I'm working on a new design for the log in or register page, and since we have some very unique constraints, this might be the first time I've done one of these pages that isn't reinventing the wheel.

Here are the goals:

  • Make the new version easier/no harder to use than the current version
  • Reduce the number of clicks, if possible, for common use cases
  • Try not to make the form look too daunting

Here are the constraints:

  • All of the open ID buttons (Google/Facebook/Yahoo, etc.) function equally well as sign-up or login buttons no matter how they are labeled
  • Because of SSL limitations, embedding any stack exchange sign-up or login forms requires an iframe
  • The forgot password feature only really works for stack exchange open IDs, but if you have forgotten how you signed in, the email that you get through this feature will point you in the right direction
  • Google, Facebook, and Stack Exchange open ID register/login covers over 95% of cases

So I've done three wireframes that head in different directions. I'm looking for suggestions on how to best balance the above goals and constraints (we definitely plan on split testing, but sometimes split testing doesn't uncover ease-of-use problems)

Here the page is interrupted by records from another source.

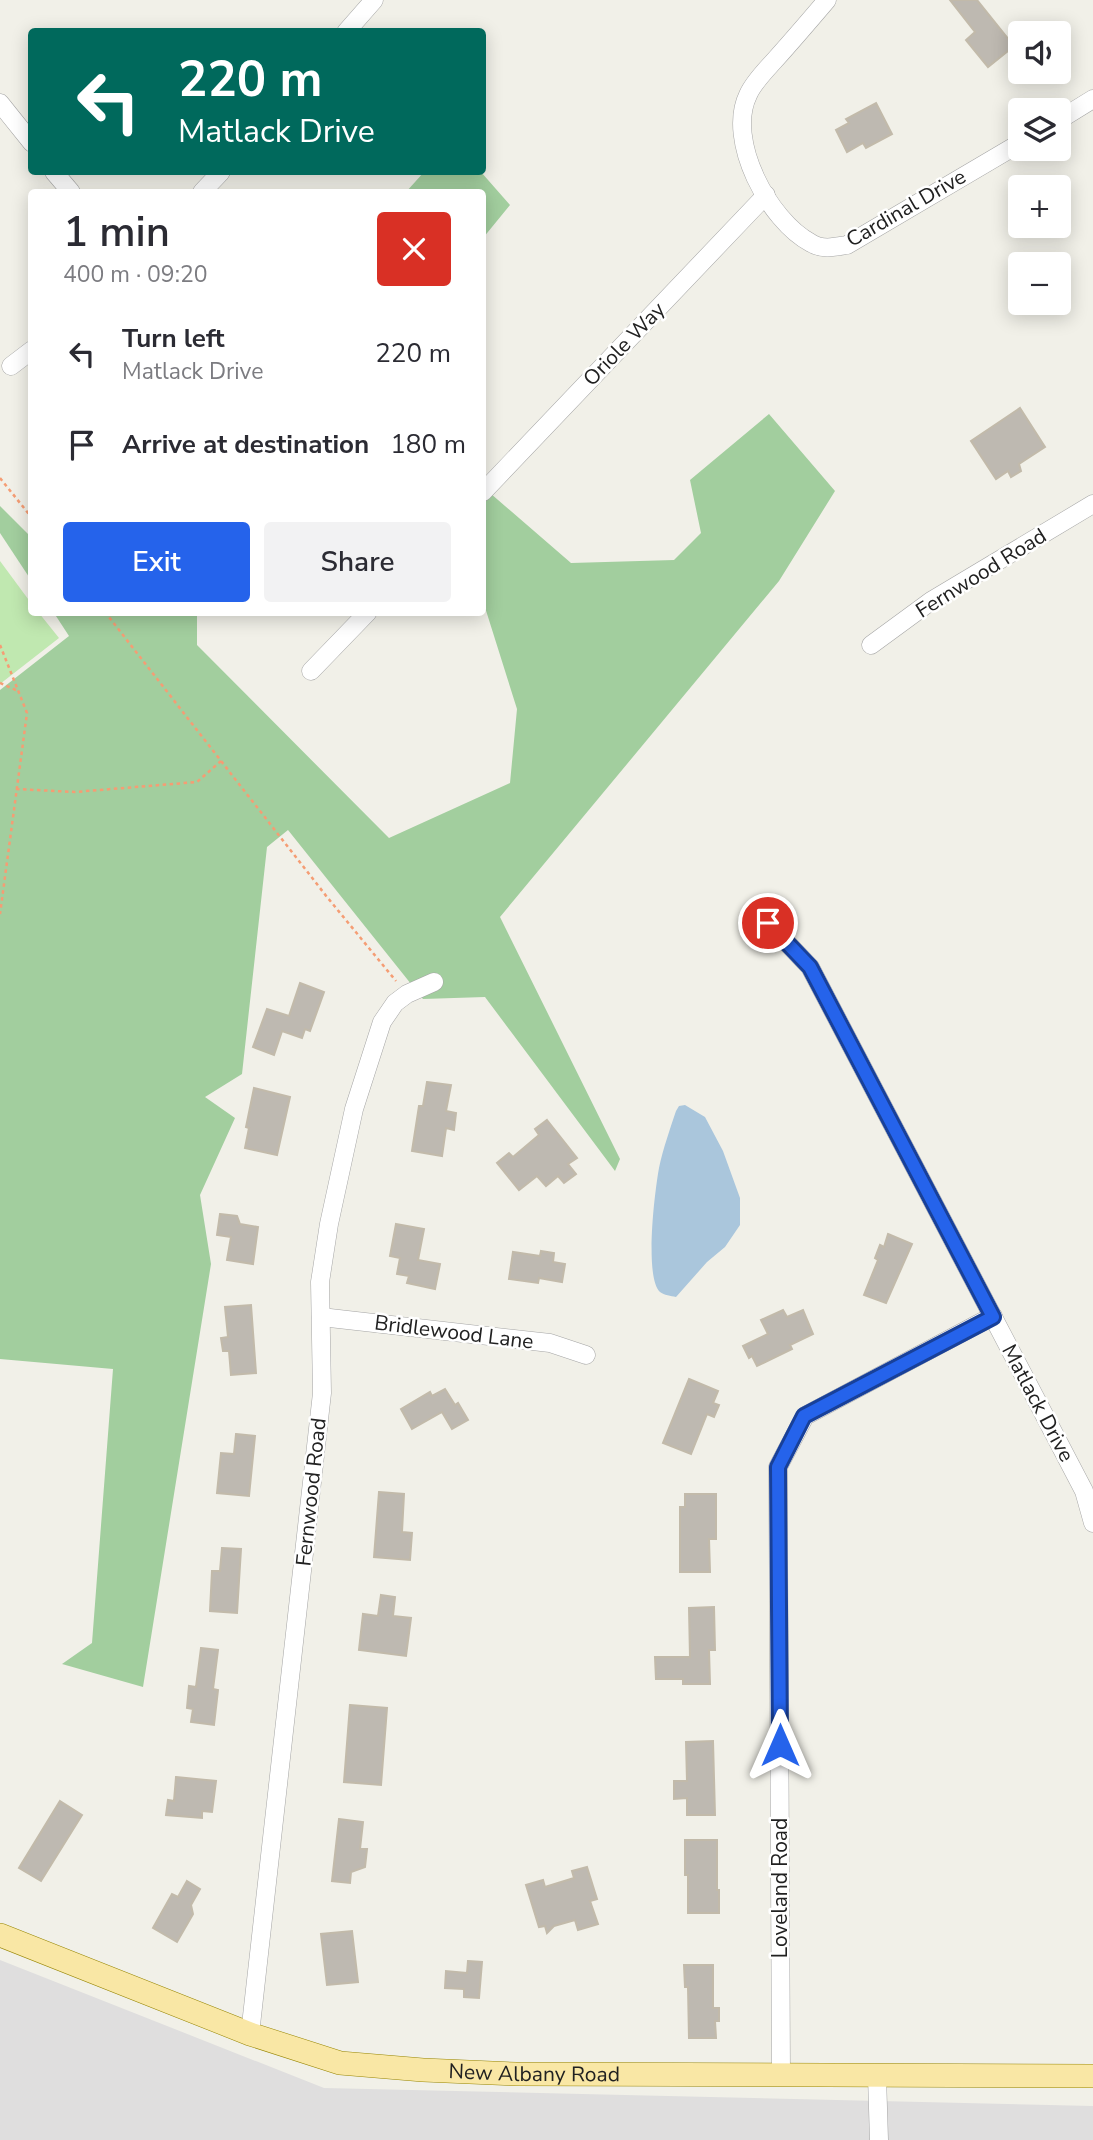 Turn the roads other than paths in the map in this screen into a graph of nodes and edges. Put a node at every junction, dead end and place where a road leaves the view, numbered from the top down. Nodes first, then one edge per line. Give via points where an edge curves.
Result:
1 (374, 0) edge
2 (827, 0) edge
3 (350, 28) edge
4 (1093, 99) edge
5 (0, 103) edge
6 (1071, 113) edge
7 (28, 138) edge
8 (1008, 150) edge
9 (57, 175) edge
10 (218, 175) edge
11 (68, 189) edge
12 (205, 189) edge
13 (766, 195) junction
14 (28, 353) edge
15 (12, 366) dead end
16 (486, 489) edge
17 (1093, 504) edge
18 (364, 616) edge
19 (871, 645) dead end
20 (311, 671) dead end
21 (768, 923) dead end
22 (435, 982) dead end
23 (321, 1317) junction
24 (993, 1317) junction
25 (586, 1355) dead end
26 (1093, 1523) edge
27 (0, 1935) edge
28 (250, 2034) junction
29 (781, 2075) junction
30 (877, 2076) junction
31 (1093, 2076) edge
32 (879, 2140) edge

1 - 3 street
2 - 13 street, Cardinal Drive via 748,95 741,117 750,163
4 - 6 street
5 - 7 street
8 - 13 street, Cardinal Drive via 847,245 811,244 782,221
9 - 11 street
10 - 12 street
13 - 16 street, Oriole Way
14 - 15 street
17 - 19 street, Fernwood Road via 931,601
18 - 20 street
21 - 24 street, Matlack Drive via 810,967
22 - 23 street, Fernwood Road via 395,1003 382,1022 355,1109 329,1224 320,1282
23 - 25 street, Bridlewood Lane via 550,1343
23 - 28 street, Fernwood Road via 322,1393
24 - 26 street, Matlack Drive via 1084,1491
24 - 29 street, Loveland Road via 804,1416 778,1467
27 - 28 main road, New Albany Road
28 - 29 main road, New Albany Road via 340,2063 391,2068 505,2074
29 - 30 main road, New Albany Road
30 - 31 main road, New Albany Road
30 - 32 street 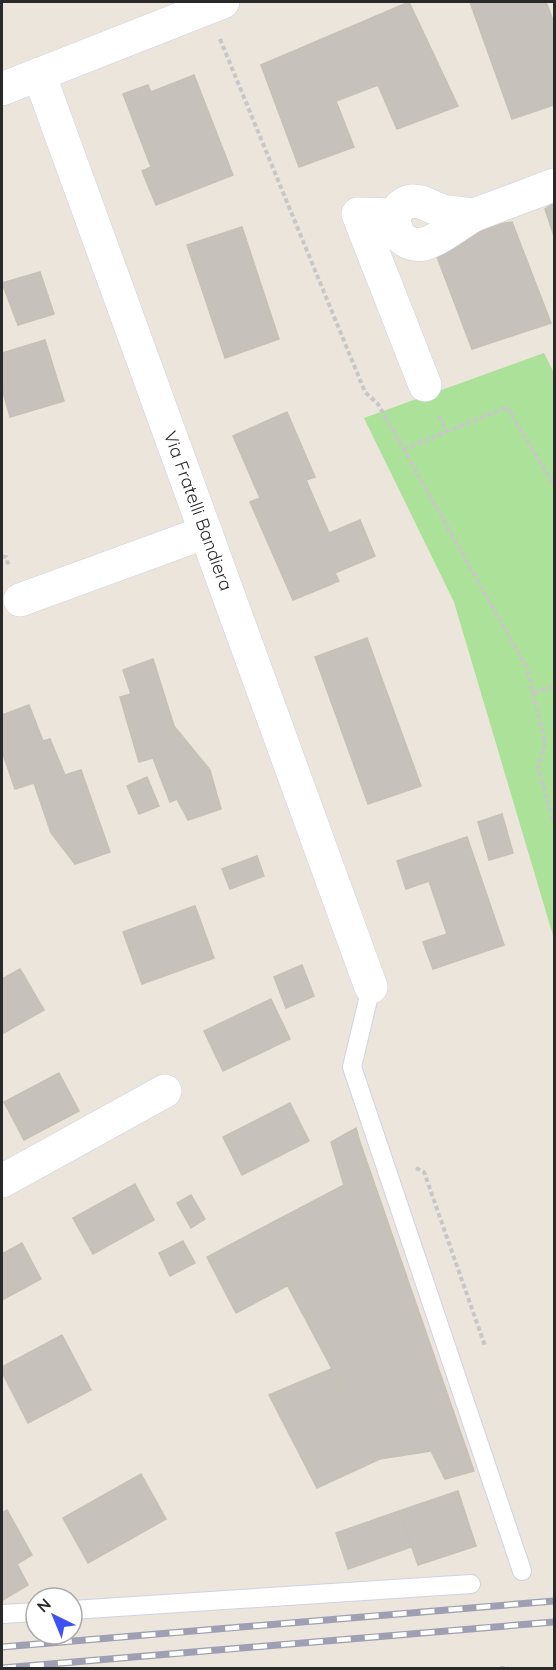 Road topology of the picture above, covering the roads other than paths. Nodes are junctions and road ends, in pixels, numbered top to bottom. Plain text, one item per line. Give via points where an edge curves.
1 (215, 4) edge
2 (39, 74) junction
3 (2, 89) edge
4 (555, 185) edge
5 (425, 386) dead end
6 (206, 532) junction
7 (20, 600) dead end
8 (371, 987) joint
9 (165, 1091) dead end
10 (2, 1181) edge
11 (522, 1571) dead end
12 (471, 1584) dead end
13 (84, 1609) edge
14 (24, 1613) edge
15 (2, 1614) edge

1 - 2 street
2 - 3 street
2 - 6 street, Via Fratelli Bandiera
4 - 5 street via 474,215 422,244 404,240 395,226 395,215 358,214
6 - 7 street
6 - 8 street, Via Fratelli Bandiera
8 - 11 lane via 352,1067
9 - 10 street
12 - 13 lane
14 - 15 lane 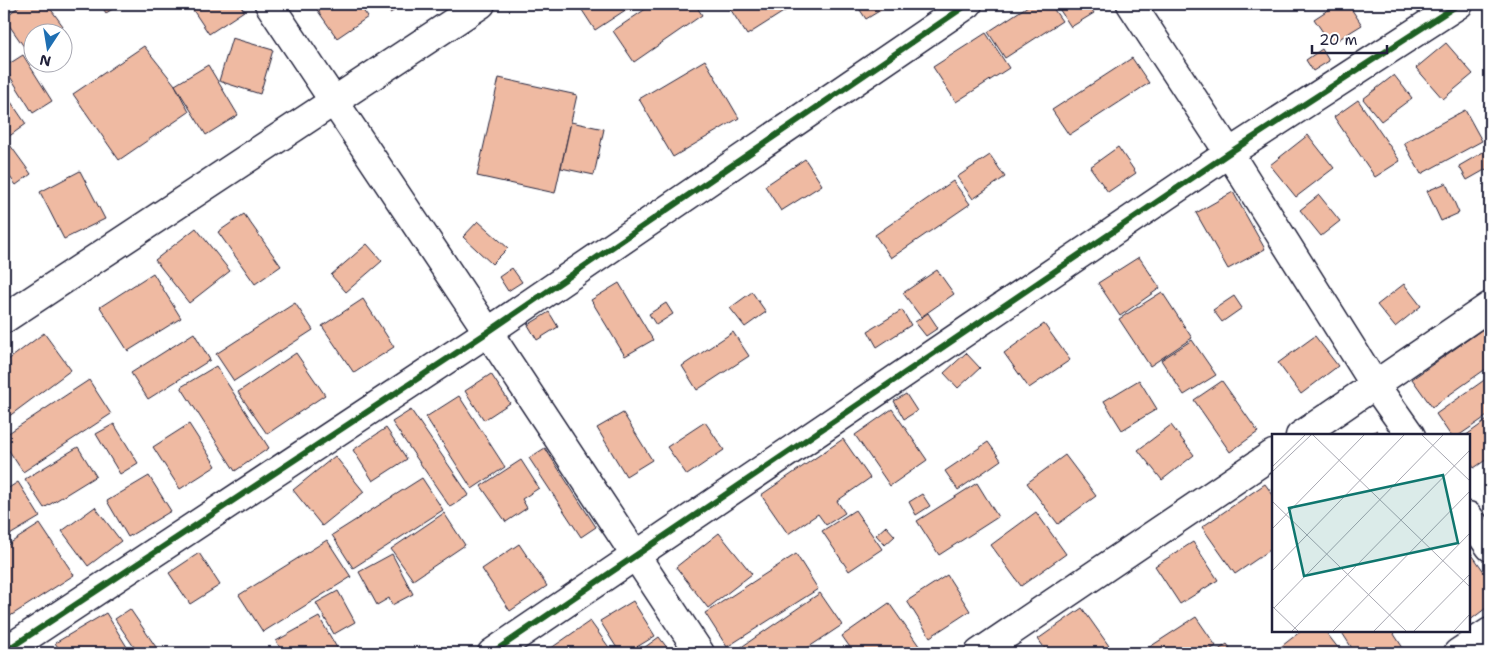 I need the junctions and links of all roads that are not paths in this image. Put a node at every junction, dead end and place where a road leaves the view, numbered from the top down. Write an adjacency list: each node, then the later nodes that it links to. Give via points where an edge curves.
1 (269, 4): 6 (street)
2 (481, 4): 6 (street)
3 (968, 4): 10 (street)
4 (1131, 4): 7 (street)
5 (1459, 4): 7 (street)
6 (334, 102): 9 (street); 10 (street)
7 (1229, 153): 11 (street); 17 (street)
8 (1490, 306): 11 (street)
9 (4, 319)
10 (488, 332): 17 (street); 19 (street)
11 (1375, 386): 12 (street); 13 (street)
12 (1303, 434)
13 (1410, 434)
14 (1272, 455): 22 (street)
15 (1469, 517): 16 (street)
16 (1490, 547)
17 (636, 555): 20 (street); 21 (street)
18 (1490, 632): 23 (street)
19 (4, 652)
20 (492, 653)
21 (700, 653)
22 (978, 653)
23 (1458, 653) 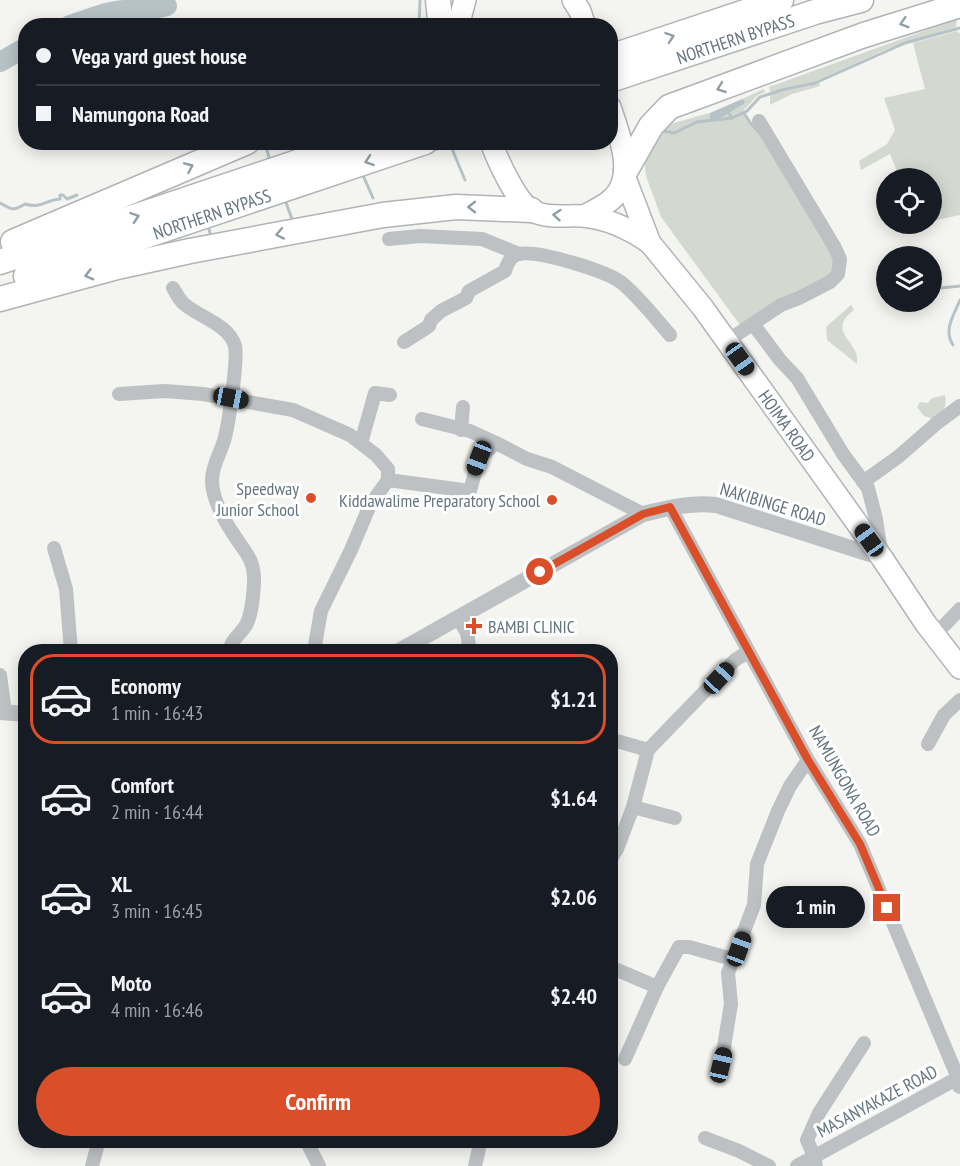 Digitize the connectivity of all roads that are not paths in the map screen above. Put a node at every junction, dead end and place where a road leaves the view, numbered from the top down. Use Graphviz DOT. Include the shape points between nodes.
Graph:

Option one: Put everything on the page, and duplicate the open ID buttons for clarity

enter image description here


  • Everything has an explicit label; no chance of a new user wondering where the Google sign-up button is
  • Reduces the number of clicks for the stack exchange login and sign up use cases by one


  • Puts a lot of things on the screen; may be intimidating

Option two: remove the redundancy from the open ID buttons

enter image description here


  • Less intimidating
  • Reduces the number of clicks for the stack exchange login and sign up use cases by one


  • Does the two column format work when there aren't explicit labels above the columns?

Option three: minimal

enter image description here


  • Much less intimidating, at first; reduces the number of decisions that need to be made immediately


  • Stretches the process out over several screens/clicks
  • UX is an art as much as a science, and as such choosing the best balance changes between situations. There is no "right" balance.
    – JohnGB
    Mar 5, 2013 at 19:49
  • Point taken, which is why I'm asking for what one might take into account when attempting to balance these things.
    – Jeremy T
    Mar 5, 2013 at 19:57

3 Answers 3


I think tabs solve your problem. Something like this mini-form:

enter image description here

  • Yeah, I'm warming up to this option. It just means that we're going to have to be careful to specify default tab in a lot of situations. I would want someone to have to come through expecting a sign-up form but having to click on a tab first.
    – Jeremy T
    Mar 6, 2013 at 16:53
  • Of course we should take into account all these risks. But SignUp form much more dependent on content of the site than Login form. Google mail, as well as most others, has SignUp link (Create account) invisible relatively to Login form. From the other side, every hosting provider has 5 huge SignUps and just little Login link somewhere in up right corner of webpage. This is your responsibility to properly define most valuable function for your site. But it's hard to find situation where both of them are equally important.
    – Serg
    Mar 6, 2013 at 19:42

Option Two: I would recommend going with Option two since it clearly calls out the different actions a user can take i.e.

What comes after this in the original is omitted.